[Children of the Whirlwind by Leroy Scott]@TWC D-Link book
Children of the Whirlwind

CHAPTER VIII
5/17

"She didn't believe in me--didn't believe I could paint--didn't believe in the things I wanted to do--so I just picked up my playthings and walked out of her existence." "Wife ?" queried Larry.
"Thank God, no!" exclaimed Hunt emphatically.

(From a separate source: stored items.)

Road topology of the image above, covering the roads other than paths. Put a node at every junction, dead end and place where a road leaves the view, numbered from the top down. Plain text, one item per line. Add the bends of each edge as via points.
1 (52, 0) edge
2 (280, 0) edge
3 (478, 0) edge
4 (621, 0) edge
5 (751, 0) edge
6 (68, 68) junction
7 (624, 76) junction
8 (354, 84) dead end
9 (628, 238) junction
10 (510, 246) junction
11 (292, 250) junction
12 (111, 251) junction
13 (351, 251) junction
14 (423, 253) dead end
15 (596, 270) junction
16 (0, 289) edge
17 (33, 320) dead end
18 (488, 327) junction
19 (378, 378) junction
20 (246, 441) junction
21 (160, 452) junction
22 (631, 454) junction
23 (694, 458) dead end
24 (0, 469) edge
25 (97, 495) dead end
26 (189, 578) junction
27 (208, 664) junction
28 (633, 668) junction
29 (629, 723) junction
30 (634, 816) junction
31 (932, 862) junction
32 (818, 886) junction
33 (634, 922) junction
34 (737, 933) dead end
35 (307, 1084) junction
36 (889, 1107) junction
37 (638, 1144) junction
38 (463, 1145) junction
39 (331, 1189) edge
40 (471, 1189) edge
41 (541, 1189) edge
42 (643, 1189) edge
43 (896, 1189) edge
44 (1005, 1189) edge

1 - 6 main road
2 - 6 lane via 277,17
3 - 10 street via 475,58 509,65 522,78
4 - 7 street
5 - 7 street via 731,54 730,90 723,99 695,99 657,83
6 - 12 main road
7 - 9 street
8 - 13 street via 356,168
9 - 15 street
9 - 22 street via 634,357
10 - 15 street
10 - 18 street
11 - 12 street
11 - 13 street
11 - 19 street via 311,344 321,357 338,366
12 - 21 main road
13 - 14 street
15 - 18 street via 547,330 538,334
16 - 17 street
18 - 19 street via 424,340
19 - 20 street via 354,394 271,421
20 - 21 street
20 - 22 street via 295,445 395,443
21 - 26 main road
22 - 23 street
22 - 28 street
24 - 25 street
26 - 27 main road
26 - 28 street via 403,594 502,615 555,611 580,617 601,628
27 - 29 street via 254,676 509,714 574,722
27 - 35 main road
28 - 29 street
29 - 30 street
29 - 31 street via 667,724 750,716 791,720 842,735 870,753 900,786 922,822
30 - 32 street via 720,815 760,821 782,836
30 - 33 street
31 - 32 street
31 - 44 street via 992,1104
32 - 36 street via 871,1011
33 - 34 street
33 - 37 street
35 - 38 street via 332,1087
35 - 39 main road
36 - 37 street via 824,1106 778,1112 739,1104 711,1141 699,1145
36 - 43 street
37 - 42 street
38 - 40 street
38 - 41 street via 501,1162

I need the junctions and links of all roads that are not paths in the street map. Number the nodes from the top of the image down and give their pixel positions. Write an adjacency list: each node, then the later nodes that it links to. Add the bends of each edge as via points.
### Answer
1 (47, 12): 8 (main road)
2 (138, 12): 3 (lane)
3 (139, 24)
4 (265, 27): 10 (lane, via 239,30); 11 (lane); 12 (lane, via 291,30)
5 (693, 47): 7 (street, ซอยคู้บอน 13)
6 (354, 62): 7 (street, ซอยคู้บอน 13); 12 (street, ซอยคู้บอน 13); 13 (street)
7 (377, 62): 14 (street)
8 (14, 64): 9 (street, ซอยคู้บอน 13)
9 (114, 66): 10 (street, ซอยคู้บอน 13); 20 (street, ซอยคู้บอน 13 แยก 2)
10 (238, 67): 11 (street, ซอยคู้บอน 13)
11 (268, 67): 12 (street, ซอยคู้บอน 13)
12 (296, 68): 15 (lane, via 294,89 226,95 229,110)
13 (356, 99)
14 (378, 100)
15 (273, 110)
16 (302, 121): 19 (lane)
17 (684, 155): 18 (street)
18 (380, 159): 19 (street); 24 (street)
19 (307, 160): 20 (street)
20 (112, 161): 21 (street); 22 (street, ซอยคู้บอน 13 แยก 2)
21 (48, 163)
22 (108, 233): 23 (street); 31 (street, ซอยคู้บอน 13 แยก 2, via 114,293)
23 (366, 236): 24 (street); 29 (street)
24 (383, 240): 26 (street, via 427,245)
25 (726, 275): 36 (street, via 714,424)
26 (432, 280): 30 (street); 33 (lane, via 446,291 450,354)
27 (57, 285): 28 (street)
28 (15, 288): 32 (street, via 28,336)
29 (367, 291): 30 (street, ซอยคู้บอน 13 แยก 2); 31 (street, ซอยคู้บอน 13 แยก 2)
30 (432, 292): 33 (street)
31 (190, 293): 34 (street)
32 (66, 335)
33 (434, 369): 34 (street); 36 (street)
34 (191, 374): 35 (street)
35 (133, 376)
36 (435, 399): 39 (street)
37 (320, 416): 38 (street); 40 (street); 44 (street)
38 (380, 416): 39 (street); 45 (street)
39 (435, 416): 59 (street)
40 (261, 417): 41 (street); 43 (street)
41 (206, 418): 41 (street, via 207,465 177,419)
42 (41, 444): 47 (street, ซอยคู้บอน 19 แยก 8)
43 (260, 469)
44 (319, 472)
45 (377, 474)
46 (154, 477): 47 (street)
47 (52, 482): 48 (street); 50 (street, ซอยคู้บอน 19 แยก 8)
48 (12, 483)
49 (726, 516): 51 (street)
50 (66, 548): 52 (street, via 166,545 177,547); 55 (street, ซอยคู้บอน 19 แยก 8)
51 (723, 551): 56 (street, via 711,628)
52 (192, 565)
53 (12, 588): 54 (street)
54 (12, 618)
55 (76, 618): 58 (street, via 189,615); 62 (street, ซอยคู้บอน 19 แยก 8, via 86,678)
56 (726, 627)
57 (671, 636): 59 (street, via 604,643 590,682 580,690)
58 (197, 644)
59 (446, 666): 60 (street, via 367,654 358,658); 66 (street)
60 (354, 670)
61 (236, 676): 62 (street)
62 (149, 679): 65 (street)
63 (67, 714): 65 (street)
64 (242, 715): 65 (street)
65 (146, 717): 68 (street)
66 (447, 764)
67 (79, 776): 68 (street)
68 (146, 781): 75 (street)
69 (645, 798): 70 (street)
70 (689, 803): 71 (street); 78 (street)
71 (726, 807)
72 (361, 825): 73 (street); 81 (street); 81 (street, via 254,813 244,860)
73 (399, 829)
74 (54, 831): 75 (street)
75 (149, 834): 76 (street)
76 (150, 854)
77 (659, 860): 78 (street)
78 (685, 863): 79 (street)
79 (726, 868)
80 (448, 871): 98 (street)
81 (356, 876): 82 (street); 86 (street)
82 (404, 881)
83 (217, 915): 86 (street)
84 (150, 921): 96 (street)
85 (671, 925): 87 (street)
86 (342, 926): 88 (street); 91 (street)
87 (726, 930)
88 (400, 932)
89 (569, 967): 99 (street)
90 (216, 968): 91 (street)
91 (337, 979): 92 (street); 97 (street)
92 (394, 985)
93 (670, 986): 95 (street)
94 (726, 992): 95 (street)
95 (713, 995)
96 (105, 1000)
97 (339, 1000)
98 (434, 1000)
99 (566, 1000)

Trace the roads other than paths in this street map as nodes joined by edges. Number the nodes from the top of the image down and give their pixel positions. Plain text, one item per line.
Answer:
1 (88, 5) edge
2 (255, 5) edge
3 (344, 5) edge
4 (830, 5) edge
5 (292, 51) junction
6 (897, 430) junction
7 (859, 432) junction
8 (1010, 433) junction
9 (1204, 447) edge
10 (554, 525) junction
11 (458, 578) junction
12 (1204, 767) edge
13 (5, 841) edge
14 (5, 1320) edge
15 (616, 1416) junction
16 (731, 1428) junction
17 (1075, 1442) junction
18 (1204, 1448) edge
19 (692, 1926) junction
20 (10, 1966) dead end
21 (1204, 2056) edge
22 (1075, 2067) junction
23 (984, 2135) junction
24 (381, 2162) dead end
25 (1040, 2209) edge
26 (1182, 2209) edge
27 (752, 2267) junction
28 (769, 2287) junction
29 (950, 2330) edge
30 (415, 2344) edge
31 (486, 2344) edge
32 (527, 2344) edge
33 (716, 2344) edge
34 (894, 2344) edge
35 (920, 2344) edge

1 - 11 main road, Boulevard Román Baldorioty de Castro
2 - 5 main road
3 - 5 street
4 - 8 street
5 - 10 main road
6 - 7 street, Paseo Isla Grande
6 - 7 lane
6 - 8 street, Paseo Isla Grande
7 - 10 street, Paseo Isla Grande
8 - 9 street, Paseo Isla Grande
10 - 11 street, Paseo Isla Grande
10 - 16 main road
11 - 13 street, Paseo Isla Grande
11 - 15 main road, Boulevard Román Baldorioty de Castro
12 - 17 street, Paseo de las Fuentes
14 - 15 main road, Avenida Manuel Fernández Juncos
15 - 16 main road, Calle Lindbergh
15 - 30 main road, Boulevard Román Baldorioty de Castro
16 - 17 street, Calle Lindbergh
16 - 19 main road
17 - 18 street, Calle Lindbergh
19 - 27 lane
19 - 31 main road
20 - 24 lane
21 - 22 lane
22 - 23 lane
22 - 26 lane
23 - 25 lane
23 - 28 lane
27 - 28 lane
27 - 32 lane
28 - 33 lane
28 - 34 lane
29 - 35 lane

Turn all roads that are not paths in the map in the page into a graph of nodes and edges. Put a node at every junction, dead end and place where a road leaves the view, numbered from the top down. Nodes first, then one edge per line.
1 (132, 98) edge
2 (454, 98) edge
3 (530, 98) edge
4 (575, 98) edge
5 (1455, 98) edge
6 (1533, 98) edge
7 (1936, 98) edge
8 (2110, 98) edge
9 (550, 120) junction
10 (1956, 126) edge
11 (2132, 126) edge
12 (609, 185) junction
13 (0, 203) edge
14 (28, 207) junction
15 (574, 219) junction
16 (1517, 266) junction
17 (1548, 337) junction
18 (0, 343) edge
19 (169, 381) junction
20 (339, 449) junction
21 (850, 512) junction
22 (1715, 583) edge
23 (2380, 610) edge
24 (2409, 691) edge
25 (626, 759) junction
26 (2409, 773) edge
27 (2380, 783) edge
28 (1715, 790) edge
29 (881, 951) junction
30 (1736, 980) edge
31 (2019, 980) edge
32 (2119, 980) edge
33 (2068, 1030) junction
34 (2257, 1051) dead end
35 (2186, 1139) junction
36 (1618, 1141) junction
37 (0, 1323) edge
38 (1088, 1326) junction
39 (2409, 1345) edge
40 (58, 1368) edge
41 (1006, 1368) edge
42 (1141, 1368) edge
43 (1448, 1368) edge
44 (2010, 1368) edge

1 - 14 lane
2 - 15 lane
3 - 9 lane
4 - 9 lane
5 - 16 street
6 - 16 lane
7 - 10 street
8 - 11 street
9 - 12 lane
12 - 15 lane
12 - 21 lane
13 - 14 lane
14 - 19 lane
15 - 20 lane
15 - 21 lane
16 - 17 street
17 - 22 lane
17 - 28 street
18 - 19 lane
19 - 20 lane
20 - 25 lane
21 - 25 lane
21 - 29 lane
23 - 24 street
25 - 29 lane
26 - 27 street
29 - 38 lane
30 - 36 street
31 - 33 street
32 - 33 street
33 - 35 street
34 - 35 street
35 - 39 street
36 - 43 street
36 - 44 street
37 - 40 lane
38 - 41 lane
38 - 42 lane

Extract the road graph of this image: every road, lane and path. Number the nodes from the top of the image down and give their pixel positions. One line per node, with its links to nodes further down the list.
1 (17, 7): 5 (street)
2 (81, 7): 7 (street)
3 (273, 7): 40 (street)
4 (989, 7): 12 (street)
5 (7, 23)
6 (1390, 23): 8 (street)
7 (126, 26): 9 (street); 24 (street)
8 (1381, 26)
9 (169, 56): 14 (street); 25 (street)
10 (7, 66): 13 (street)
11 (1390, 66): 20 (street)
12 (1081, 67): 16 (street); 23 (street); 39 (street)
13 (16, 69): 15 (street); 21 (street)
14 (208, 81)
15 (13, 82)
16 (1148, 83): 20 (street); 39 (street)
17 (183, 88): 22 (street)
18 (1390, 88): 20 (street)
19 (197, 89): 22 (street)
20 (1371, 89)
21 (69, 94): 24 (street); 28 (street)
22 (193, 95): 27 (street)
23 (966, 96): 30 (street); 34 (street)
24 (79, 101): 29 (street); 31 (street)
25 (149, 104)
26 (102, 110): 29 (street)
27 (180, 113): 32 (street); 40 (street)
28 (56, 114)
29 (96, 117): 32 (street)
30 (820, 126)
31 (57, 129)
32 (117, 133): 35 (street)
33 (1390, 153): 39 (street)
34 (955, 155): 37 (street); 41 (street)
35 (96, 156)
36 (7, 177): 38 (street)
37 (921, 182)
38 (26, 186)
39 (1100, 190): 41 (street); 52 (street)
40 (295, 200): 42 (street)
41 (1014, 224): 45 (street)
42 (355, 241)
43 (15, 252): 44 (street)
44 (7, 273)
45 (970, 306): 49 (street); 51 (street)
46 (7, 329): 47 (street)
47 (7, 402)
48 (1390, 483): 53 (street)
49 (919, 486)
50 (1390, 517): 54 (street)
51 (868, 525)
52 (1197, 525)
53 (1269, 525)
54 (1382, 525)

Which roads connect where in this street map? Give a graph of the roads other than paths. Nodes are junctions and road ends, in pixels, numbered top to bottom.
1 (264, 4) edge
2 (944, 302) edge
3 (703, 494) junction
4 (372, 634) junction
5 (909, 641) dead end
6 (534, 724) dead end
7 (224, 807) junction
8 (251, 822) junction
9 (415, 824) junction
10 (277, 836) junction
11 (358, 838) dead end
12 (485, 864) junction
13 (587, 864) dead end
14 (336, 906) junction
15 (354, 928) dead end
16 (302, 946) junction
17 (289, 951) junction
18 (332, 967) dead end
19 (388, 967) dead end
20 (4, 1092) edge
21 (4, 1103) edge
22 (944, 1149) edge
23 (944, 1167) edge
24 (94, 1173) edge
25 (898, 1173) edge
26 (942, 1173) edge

"No--'I thank whatever gods there be, I am the captain of my soul!' Oh, she's all right--altogether too good for me," he added.

"Here, try this tobacco." Larry picked up the pouch flung him and accepted without remark this being abruptly shunted off the track.

But he surmised that this woman in the background of Hunt's life meant a great deal more to the painter than Hunt tried to indicate by his attempt to dismiss her casually--and Larry wondered what kind of woman she was, and what the story had been.
The following day, clean-shaven and in his freshened clothes--they were smart and well-tailored, though sober indeed compared with Barney's, and two years behind the style of which Barney's were the extreme expression--Larry passed Maggie on the stairway with a smile, who gave him no smile in return, and started forth upon his quest.

He was well-dressed, he had money in his pockets, he had a plan, and the air of freedom of a new life was sweet in his nostrils.